This book expands our understanding of the centuries-long intrigue over the origins of Rosicrucianism, the spiritual and counter-cultural movement that arose in Europe in the 17th century. 

Much of what has been thought to be the origins of Rosicrucianism has been influenced by the work of British historian Frances Yates (1899-1981) and her book The Rosicrucian Enlightenment (1972). Yates wrote about how Renaissance era hermeticism – including Rosicrucian teachings – was key to the rise of Enlightenment era science which, tragically, later rejected science’s spiritual underpinnings. The “Yates paradigm,” as her work came to be called, posited that there was no real person named Christian Rosenkreuz who founded a secret society of mystics called Rosicrucians. Instead, as author Ronnie Pontiac describes Yates’ work, the Rosicrucian “movement was born from a loose-knit group of esotericists who were also social critics.” 
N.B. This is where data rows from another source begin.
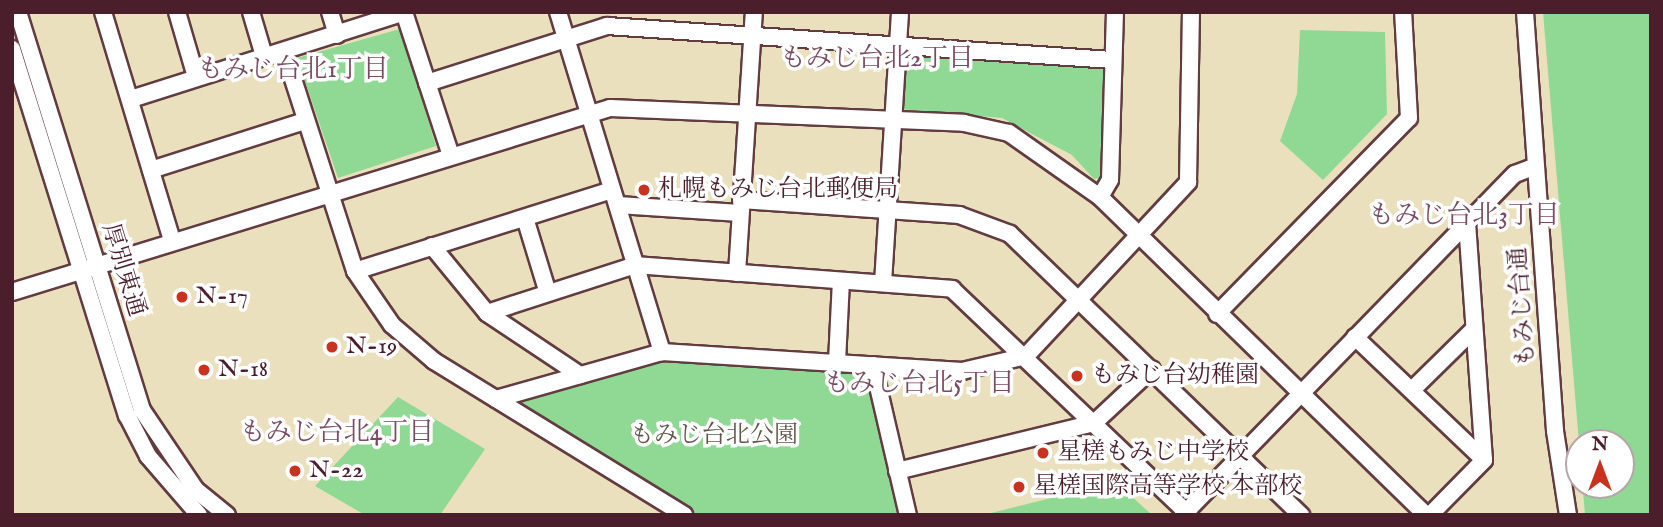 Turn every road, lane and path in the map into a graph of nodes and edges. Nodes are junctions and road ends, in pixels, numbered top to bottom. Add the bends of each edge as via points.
1 (18, 12) edge
2 (103, 12) edge
3 (177, 12) edge
4 (251, 12) edge
5 (330, 12) edge
6 (404, 12) edge
7 (558, 12) edge
8 (754, 12) edge
9 (900, 12) edge
10 (1115, 12) edge
11 (1191, 12) edge
12 (1403, 12) edge
13 (1525, 12) edge
14 (337, 35) junction
15 (752, 36) junction
16 (566, 39) junction
17 (898, 44) junction
18 (12, 49) edge
19 (284, 51) junction
20 (264, 56) junction
21 (1112, 60) junction
22 (196, 77) junction
23 (427, 83) junction
24 (131, 99) junction
25 (748, 110) junction
26 (588, 114) junction
27 (892, 120) junction
28 (305, 121) junction
29 (451, 156) junction
30 (1536, 166) junction
31 (151, 170) junction
32 (328, 194) junction
33 (615, 197) junction
34 (1100, 197) junction
35 (740, 207) junction
36 (887, 210) junction
37 (525, 218) junction
38 (1467, 222) junction
39 (1140, 238) junction
40 (172, 241) junction
41 (432, 246) junction
42 (97, 264) junction
43 (636, 265) junction
44 (81, 269) junction
45 (355, 271) junction
46 (737, 273) junction
47 (841, 281) junction
48 (883, 283) junction
49 (12, 292) edge
50 (548, 293) junction
51 (1081, 300) junction
52 (487, 313) junction
53 (1217, 314) junction
54 (1474, 329) junction
55 (1355, 337) junction
56 (662, 352) junction
57 (1026, 356) junction
58 (837, 362) junction
59 (873, 365) junction
60 (1152, 369) junction
61 (580, 375) junction
62 (1412, 390) junction
63 (1299, 395) junction
64 (496, 399) junction
65 (1094, 423) junction
66 (1241, 457) junction
67 (1484, 460) junction
68 (898, 471) junction
69 (1562, 512) edge
70 (1186, 514) edge
71 (199, 515) edge
72 (227, 515) edge
73 (684, 515) edge
74 (908, 515) edge
75 (1301, 515) edge
76 (1428, 515) edge

1 - 42 street, 厚別東通
2 - 24 street
3 - 22 street
4 - 20 street
5 - 14 street
6 - 14 street
6 - 23 street
7 - 16 street
8 - 15 street
9 - 17 street
10 - 21 street
11 - 39 street via 1188,182
12 - 53 street via 1409,118
13 - 30 street, もみじ台通
14 - 19 street
15 - 16 street via 607,26
15 - 17 street
15 - 25 street
16 - 23 street
16 - 26 street
17 - 21 street
17 - 27 street
18 - 44 street, 厚別東通
19 - 20 street
19 - 28 street
20 - 22 street
21 - 34 street via 1110,180
22 - 24 street
23 - 29 street
24 - 31 street
25 - 26 street via 634,106
25 - 27 street
25 - 35 street
26 - 29 street
26 - 33 street
27 - 34 street via 1009,133
27 - 36 street
28 - 31 street
28 - 32 street
29 - 32 street
30 - 38 street via 1515,174
30 - 69 street, もみじ台通
31 - 40 street
32 - 40 street
32 - 45 street
33 - 35 street
33 - 37 street
33 - 43 street
34 - 39 street
35 - 36 street
35 - 46 street
36 - 48 street
36 - 51 street via 959,215 1010,234
37 - 41 street
37 - 50 street
38 - 54 street
38 - 55 street
39 - 51 street
39 - 53 street
40 - 42 street
41 - 45 street
41 - 52 street
42 - 44 street
42 - 72 street, 厚別東通 via 142,410 196,490
43 - 46 street
43 - 50 street
43 - 56 street
44 - 49 street
44 - 71 street, 厚別東通 via 127,415 148,456
45 - 64 street via 392,325
46 - 47 street
47 - 48 street
47 - 58 street
48 - 57 street via 952,289
50 - 52 street
51 - 57 street
51 - 60 street
52 - 61 street
53 - 63 street
54 - 62 street
54 - 67 street
55 - 62 street
55 - 63 street
56 - 58 street
56 - 61 street
57 - 59 street via 962,371
57 - 65 street
58 - 59 street
59 - 68 street
60 - 65 street
60 - 66 street
61 - 64 street
62 - 67 street
63 - 66 street
63 - 76 street
64 - 73 street
65 - 68 street
65 - 70 street
66 - 70 street
66 - 75 street
67 - 76 street
68 - 74 street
Pontiac is a long-time scholar of countercultures and western esoteric traditions. In his youth, he was a research assistant to the venerable mystic-philosopher Manly P. Hall (1901-1990) at the Los Angeles-based Philosophical Research Society. Pontiac started his Rosicrucian research when Manly P. Hall gave him a copy of A.E. Waite’s The Brotherhood of the Rosy Cross, along with access to a PRS vault holding “artifacts of the history Waite wrote about.” Pontiac’s been immersed in this subject for decades. He writes in his new book that he’s a storyteller, not a Ph.D., but he’s being too modest. 

The Rosicrucian Counterculture is Book 3 in a series about esoteric countercultures, the first being American Metaphysical Religion (2023) followed by The Magic of the Orphic Hymns (2023), the latter of which Pontiac wrote with his late wife Tamra Lucid. Pontiac and Lucid themselves are counter countercultural artists – Los Angeles-based rock musicians and documentarians. Pontiac’s also an astrologer. 

The new book begins with Pontiac’s observation that recent academic scholarship--based on primary source material that Frances Yates didn’t have access to--sheds new light on historical figures who were at the center of Europe’s early modern counter-culture. Pontiac focuses to a large extent on three 17th century figures: Holy Roman emperor and occultist Rudolf II (1552-1612) whose royal court was a meeting ground for scientists, artists, and mystics; as well as royal couple Frederick V (1596-1632) and Elizabeth Stuart (1596-1662) who briefly ruled Bohemia and who were at the center of religious wars between Protestants and Catholics. Pontiac cites as one inspiration for his new book the work of Dutch literary historian Nadine Akkerman whose recent (2021) biography of Queen Elizabeth Stuart revises earlier caricatures of her as a lightweight and instead portrays her as a sophisticated political operator.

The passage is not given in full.